Saadet Partisi Genel Başkan Yardımcısı ve İstanbul İl Başkanı Birol Aydın, altı ay sonra yapılacak seçimlerin ülke için dönüm noktası olacağını belirterek, “Milletimiz kaostan bıkmıştır ve bir çıkış kapısı aramaktadır, o kapı da Saadet Partisi’dir” dedi. Aydın, 39 ilçe ve İstanbul il yönetimleri olarak tam kadro Ankara’da hazır olacaklarını ifade etti.
İstanbul il yönetimi ve ilçe başkanlarını İstanbul il binasında toplayarak seçim kampı hakkında bilgi veren Aydın, Cuma (yarın) günü başlayacak kampın üç gün süreceğini ve seçimlere yönelik verimli bir çalışma gerçekleştireceğini kaydetti.
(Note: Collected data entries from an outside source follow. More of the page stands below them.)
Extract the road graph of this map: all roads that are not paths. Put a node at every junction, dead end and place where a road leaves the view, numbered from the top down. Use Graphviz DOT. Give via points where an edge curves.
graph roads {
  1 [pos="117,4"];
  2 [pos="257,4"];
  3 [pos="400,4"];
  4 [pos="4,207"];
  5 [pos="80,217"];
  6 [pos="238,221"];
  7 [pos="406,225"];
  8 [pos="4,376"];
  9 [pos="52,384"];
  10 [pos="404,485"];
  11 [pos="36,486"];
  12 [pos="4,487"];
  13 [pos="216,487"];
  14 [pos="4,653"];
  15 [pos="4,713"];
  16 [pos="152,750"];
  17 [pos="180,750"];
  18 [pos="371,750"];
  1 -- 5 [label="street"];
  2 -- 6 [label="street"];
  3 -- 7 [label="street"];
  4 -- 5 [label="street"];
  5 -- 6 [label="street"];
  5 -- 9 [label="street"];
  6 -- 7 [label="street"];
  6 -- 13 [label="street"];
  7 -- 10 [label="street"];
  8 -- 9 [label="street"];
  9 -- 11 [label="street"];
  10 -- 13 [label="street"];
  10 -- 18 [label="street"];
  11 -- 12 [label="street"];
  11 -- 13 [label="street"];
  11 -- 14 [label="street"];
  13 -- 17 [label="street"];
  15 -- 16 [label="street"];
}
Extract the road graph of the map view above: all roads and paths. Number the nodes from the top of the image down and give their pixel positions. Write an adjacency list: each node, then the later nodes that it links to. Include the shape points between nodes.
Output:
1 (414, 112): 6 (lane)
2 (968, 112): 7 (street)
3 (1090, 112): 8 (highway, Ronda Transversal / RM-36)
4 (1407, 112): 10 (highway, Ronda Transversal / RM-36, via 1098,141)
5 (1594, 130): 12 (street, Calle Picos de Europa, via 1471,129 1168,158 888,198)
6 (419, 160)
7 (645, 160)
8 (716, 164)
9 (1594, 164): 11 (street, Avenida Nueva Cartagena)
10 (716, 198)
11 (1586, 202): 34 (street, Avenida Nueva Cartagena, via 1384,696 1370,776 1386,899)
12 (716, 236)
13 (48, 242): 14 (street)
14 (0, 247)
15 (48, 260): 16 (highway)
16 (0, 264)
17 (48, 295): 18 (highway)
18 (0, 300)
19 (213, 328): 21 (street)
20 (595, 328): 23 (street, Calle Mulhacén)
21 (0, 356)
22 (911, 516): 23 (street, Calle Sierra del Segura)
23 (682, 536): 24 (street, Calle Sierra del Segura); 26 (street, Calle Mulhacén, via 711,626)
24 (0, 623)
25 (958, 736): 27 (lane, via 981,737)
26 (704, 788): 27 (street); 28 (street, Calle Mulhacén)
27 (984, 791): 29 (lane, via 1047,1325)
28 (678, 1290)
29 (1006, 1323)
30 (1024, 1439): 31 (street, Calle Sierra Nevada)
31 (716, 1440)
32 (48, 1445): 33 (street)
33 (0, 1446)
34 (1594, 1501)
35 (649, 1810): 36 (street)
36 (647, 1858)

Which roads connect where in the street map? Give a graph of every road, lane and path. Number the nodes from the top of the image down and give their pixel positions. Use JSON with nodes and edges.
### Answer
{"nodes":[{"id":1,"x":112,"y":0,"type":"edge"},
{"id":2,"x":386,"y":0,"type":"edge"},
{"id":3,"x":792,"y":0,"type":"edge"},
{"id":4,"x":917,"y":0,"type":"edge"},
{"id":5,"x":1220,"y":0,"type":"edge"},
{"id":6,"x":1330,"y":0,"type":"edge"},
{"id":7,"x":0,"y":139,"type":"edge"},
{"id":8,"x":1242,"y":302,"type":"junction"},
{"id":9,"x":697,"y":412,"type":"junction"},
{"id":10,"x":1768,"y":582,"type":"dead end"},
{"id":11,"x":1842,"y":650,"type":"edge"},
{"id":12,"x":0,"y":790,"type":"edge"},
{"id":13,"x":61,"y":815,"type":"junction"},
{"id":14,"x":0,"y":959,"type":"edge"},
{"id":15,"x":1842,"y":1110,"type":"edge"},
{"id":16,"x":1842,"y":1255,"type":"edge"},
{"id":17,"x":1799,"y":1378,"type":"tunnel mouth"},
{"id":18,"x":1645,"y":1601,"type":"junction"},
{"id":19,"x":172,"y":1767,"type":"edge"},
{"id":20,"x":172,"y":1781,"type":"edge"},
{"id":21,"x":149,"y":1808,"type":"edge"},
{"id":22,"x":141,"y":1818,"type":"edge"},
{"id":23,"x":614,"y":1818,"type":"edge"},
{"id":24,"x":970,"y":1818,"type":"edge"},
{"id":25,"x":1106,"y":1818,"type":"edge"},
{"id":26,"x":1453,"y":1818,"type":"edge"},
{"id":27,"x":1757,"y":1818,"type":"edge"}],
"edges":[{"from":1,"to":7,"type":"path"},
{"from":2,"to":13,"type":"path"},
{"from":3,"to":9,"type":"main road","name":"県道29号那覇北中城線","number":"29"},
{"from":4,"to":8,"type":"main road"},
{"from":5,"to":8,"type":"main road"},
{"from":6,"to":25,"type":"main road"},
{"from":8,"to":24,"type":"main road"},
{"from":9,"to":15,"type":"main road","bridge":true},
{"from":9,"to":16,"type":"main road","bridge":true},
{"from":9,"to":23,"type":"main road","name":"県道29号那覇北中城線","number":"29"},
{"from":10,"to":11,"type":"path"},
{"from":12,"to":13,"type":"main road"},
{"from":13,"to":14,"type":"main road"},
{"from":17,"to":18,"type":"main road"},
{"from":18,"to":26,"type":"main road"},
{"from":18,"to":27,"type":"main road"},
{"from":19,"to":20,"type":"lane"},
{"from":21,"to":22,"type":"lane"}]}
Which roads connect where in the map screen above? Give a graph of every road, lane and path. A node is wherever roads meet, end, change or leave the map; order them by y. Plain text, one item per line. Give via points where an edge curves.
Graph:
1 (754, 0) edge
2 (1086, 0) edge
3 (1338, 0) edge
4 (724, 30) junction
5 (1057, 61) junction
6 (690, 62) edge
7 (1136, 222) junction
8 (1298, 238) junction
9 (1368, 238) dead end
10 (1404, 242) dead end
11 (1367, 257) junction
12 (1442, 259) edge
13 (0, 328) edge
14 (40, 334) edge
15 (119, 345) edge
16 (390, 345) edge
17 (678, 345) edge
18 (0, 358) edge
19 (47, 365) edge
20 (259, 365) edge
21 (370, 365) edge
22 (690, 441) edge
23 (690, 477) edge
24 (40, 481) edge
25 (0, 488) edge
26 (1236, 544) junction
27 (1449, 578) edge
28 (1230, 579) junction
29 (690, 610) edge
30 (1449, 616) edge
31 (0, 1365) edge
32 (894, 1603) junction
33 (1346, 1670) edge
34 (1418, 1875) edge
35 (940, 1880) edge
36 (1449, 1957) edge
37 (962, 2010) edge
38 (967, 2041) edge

ŞERRE FREN OLA OLA BALATALAR AŞINDI
Saadet Partisi’nin en büyük özelliğinin şerre fren hayra motor olduğunun altını çizen Aydın, “Özellikle son 12 yıldır şerre fren ola ola bugünlere geldik, şimdi hayra motor olma, gaza basma vakti geldi. Bu da mecliste yer almak, hükümet olmaktır. Kamp bitiminden itibaren artık hayra motor olmak için var gücümüzle çalışacağız. Ülke genelinde selam vermediğimiz, elini sıkmadığımız kişi, kapısını çalmadığımız hane kalmayacak” dedi.
Ankara’daki kampın adının “İktidara yürüyüş kampı” olduğunu söyleyen Aydın, haziran seçimlerinin ardından temmuzda teşekkül edecek hükümette Saadet Partisi’nin olacağını vurguladı. Halkın çatışma ve kaos ortamından bıktığının altını çizen Aydın, ”Halkımız bir çıkış kapısı aramaktadır ve o kapı da Saadet Partisi’dir. 2015 yılının haziran ayından itibaren Türkiye’yi Saadet’li günler bekliyor” şeklinde konuştu.
TÜRKİYE EDİLGEN BİR KONUMA GELDİ
Türkiye’nin dış politikada edilgen bir konuma geldiğini vurgulayan Aydın, “Türkiye, dış politikada soyutlandı ve edilgen bir konuma geldi. Stratejik derinlik denilerek yola çıkılmış ancak sığ sularda boğulur hale gelinmiştir. Etrafımızda onca hadise cereyan ediyor ve fakat Türkiye sadece izliyor ya da müttefiklerinin verdiği görevi ifa etmeye çalışıyor” dedi.
EKONOMİ KIRILMANIN EŞİĞİNDE
Ekonominin kırılmanın eşiğinde olduğunu kaydeden Aydın, “dolar aldı başını gidiyor, işsizlik rakamları yüzde 10’un üzerine çıktı. Büyüme rakamları alt üst oldu, kredi kartları borçları ödenemez hale geldi, esnaf borçla borç döndürüyor, üretime yönelik yatırım ne yazık ki gerçekleştirilemiyor” diyerek Türkiye’nin sıcak para müptelası haline getirildiği vurguladı.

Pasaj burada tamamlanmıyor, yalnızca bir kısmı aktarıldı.